Assignment: Which lines in the records below include the word "give"? Report each of them in full.

[Opening Provided records section]

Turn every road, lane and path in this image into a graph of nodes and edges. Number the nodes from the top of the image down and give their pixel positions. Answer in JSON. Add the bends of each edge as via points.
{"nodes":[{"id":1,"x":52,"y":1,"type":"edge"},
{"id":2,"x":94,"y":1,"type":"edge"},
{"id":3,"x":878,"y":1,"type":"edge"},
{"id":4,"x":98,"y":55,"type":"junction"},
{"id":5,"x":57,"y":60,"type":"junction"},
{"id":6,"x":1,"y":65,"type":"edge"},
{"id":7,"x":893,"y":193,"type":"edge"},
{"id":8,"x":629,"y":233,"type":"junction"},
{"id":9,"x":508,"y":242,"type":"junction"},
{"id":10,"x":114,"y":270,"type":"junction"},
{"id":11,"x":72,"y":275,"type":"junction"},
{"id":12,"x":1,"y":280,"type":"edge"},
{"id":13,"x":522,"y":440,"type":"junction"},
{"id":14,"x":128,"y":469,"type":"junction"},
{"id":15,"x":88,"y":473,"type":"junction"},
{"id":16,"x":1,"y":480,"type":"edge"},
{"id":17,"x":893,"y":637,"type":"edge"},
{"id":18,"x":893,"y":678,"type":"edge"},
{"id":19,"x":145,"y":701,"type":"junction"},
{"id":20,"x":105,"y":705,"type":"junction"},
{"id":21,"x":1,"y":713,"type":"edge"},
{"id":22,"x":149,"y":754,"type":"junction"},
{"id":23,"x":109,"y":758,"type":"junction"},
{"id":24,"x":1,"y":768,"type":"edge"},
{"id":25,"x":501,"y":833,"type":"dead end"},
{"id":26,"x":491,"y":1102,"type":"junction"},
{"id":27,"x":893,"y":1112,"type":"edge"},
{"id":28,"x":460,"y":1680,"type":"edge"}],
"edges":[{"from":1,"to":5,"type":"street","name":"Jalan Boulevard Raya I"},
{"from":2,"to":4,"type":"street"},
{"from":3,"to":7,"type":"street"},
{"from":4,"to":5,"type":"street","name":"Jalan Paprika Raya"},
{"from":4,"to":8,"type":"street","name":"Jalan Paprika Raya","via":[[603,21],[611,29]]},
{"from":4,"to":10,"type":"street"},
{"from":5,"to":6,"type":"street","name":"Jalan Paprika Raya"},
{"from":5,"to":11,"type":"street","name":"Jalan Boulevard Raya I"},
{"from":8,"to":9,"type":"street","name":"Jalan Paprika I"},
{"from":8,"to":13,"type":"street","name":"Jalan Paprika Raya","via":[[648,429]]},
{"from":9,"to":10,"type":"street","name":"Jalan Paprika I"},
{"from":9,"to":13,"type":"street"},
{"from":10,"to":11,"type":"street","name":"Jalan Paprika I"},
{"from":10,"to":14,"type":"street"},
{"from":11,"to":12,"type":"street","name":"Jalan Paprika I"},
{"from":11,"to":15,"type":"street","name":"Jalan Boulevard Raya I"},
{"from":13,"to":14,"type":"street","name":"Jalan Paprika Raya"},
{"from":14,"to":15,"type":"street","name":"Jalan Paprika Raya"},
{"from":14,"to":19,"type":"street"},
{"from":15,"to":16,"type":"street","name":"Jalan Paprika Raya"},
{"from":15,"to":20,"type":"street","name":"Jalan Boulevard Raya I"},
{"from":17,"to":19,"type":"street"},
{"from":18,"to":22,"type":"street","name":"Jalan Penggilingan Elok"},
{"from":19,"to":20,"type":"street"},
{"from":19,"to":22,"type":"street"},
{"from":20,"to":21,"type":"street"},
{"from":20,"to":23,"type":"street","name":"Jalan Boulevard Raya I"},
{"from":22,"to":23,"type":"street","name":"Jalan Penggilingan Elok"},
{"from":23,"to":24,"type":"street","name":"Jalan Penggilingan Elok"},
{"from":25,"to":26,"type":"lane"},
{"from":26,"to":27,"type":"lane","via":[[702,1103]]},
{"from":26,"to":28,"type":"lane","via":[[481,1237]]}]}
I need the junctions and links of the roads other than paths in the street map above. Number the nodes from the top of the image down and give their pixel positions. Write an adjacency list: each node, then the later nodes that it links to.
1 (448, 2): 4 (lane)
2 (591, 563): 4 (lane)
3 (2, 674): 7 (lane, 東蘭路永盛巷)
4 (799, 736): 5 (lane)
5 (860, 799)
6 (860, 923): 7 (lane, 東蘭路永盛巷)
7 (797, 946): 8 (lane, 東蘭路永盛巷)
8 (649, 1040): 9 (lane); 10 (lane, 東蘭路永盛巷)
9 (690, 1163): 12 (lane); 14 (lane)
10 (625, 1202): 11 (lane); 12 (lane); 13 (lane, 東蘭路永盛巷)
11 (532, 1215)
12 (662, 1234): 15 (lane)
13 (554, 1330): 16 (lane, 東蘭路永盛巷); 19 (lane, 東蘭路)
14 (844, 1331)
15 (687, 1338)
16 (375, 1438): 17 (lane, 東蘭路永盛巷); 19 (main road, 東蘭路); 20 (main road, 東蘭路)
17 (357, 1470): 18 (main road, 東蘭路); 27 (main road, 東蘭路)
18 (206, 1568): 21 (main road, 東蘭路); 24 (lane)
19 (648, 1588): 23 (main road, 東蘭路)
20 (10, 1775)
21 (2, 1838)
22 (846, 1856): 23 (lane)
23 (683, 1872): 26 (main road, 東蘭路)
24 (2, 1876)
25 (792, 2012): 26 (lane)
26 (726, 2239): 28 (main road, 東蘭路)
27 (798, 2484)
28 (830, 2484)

[Closing Provided records section]

Solution to this problem:
Turn every road, lane and path in this image into a graph of nodes and edges. Number the nodes from the top of the image down and give their pixel positions. Answer in JSON. Add the bends of each edge as via points.
I need the junctions and links of the roads other than paths in the street map above. Number the nodes from the top of the image down and give their pixel positions. Write an adjacency list: each node, then the later nodes that it links to.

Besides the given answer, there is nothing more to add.